Trying to read parquet file that is using Zstd codec

Hello everyone,

I would like to read a parquet file into a Julia DataFrame. Unfortunately for my Julia skills (but fortunately for my hard drive) the codec used to compress the parquet file was zstd. I have played around with the CodecZstd and TranscodingStreams along with FileIO and I can’t seem to get it to load much less get the data into a DataFrame. Any help would be appreciated.

Below is the only code I’ve gotten to work but I have no idea what to do with this line output.

using Glob, CodecZstd, DataFrames

p = dirname(@__FILE__)
parent_dir = splitdir(p)[1]
parquet_folder = joinpath(parent_dir, "month_parquet_RS")
println(parquet_folder)
parquet_files = glob("*.parquet", parquet_folder)
parquet_files = parquet_files[1]

proc = open(parquet_files)
stream = ZstdCompressorStream(proc)
for line in eachline(stream)
    println(line)
end
close(stream)

Try Parquet Files.jl

1 Like

This is the result of using ParquetFiles.jl (also this is based upon Parquet.jl)

ERROR: LoadError: Unknown compression codec for column chunk: 6

Nither FileIO nor ParquetFiles supports zstd at the moment. I think I need to use CodecZstd but I’m not sure how.

1 Like

Parquet support for julia is wip

2 Likes

your best bet is to PyCall or RCall to read the parquet, save it as feather and the load it into Julia

2 Likes

I made a pull request that might add support for zstd compressed parquet files. I’ll post here if the pull request gets approved. I’m not sure it will though I have no formal computer science training and I’ve never submitted a pull request before so I’ve probably not done something correct.

@ldsands

Hey, Zstd is working in Diban.jl. I am working (slowly) to try and get this back into Parquet.jl.

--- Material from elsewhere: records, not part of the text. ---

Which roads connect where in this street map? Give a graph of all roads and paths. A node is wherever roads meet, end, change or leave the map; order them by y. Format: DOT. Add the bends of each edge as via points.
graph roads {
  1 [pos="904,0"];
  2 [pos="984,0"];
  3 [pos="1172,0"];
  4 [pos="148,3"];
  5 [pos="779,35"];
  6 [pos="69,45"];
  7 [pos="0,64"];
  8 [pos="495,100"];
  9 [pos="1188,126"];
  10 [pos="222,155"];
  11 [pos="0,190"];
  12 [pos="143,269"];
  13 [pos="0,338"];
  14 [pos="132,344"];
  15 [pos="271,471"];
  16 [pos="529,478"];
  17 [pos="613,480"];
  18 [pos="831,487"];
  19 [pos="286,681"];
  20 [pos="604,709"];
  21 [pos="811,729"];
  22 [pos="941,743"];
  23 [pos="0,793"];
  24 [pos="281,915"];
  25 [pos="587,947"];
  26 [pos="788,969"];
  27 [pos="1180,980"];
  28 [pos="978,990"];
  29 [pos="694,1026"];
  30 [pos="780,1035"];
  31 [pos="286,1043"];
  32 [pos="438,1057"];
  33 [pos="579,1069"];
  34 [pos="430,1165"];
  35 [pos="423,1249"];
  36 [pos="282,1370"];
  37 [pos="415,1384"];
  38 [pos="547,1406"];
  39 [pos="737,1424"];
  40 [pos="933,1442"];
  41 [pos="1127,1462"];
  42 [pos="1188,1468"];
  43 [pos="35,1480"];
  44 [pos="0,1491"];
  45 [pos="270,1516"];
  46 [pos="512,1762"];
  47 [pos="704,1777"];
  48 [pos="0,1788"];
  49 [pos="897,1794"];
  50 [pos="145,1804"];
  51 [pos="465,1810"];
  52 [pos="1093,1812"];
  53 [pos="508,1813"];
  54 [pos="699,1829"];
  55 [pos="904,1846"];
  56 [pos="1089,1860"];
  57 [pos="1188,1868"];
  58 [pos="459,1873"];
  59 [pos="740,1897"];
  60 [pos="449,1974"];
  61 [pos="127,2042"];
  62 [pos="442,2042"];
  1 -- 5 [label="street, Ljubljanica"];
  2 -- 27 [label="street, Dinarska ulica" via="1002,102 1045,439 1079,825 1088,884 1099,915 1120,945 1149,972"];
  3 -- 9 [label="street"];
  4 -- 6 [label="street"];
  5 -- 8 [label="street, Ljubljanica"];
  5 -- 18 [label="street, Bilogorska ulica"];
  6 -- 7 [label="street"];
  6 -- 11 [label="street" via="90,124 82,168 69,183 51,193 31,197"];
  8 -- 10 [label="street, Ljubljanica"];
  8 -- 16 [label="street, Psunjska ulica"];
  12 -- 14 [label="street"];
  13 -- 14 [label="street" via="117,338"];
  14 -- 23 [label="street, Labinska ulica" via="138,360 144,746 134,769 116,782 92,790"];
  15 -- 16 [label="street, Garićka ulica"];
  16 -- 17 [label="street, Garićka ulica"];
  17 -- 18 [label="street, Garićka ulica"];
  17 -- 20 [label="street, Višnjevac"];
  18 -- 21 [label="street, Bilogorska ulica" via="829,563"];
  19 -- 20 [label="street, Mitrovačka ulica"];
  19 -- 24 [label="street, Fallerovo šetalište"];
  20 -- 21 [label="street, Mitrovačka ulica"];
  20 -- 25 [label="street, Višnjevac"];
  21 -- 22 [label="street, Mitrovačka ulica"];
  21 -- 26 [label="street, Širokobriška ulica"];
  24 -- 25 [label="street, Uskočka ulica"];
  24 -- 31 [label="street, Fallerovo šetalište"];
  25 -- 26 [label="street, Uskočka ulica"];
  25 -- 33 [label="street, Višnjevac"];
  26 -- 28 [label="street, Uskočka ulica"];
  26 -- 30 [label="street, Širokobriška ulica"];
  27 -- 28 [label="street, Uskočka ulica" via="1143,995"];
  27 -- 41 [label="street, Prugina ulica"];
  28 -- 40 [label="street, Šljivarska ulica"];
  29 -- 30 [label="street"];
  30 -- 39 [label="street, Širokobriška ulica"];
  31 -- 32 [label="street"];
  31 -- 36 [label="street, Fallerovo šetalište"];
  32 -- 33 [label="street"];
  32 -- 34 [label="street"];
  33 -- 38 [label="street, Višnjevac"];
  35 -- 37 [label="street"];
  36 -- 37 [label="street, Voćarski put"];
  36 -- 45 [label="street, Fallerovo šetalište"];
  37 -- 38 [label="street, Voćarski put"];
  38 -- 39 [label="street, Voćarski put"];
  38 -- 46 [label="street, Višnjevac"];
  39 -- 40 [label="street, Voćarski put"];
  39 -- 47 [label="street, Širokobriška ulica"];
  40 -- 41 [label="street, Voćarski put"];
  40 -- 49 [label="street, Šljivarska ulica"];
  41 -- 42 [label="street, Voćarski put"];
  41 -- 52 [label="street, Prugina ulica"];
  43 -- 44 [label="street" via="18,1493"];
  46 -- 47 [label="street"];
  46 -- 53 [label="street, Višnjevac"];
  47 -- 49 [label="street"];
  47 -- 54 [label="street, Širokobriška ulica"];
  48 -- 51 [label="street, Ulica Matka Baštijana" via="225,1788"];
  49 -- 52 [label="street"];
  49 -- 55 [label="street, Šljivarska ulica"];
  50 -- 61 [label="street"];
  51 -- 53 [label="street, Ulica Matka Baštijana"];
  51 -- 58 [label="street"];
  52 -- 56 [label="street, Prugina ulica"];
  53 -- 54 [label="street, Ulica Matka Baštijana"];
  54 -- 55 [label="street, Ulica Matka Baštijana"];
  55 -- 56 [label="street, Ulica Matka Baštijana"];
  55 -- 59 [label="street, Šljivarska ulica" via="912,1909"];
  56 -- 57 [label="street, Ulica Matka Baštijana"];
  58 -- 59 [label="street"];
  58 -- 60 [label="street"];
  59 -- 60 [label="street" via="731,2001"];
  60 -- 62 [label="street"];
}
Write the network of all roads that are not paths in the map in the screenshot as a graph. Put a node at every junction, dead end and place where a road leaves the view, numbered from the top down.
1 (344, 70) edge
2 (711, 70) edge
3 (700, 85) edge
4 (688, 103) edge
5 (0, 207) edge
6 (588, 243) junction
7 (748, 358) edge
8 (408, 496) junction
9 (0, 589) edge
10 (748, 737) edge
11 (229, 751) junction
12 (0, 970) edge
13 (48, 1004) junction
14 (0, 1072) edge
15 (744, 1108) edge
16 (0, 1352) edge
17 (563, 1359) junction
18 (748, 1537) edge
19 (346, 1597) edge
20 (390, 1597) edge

But it was a simple addition. If you can’t wait just try Diban.jl

]activate diban-test
]dev Thrift

# add a particular version of Parquet.jl with fixes
]add https://github.com/xiaodaigh/Parquet.jl#zj/fix-reader

# add the latest version of Dìbǎn
]add https://github.com/xiaodaigh/Diban.jl

And read your ZSTD compressed file using

read_parquet(path_to_file)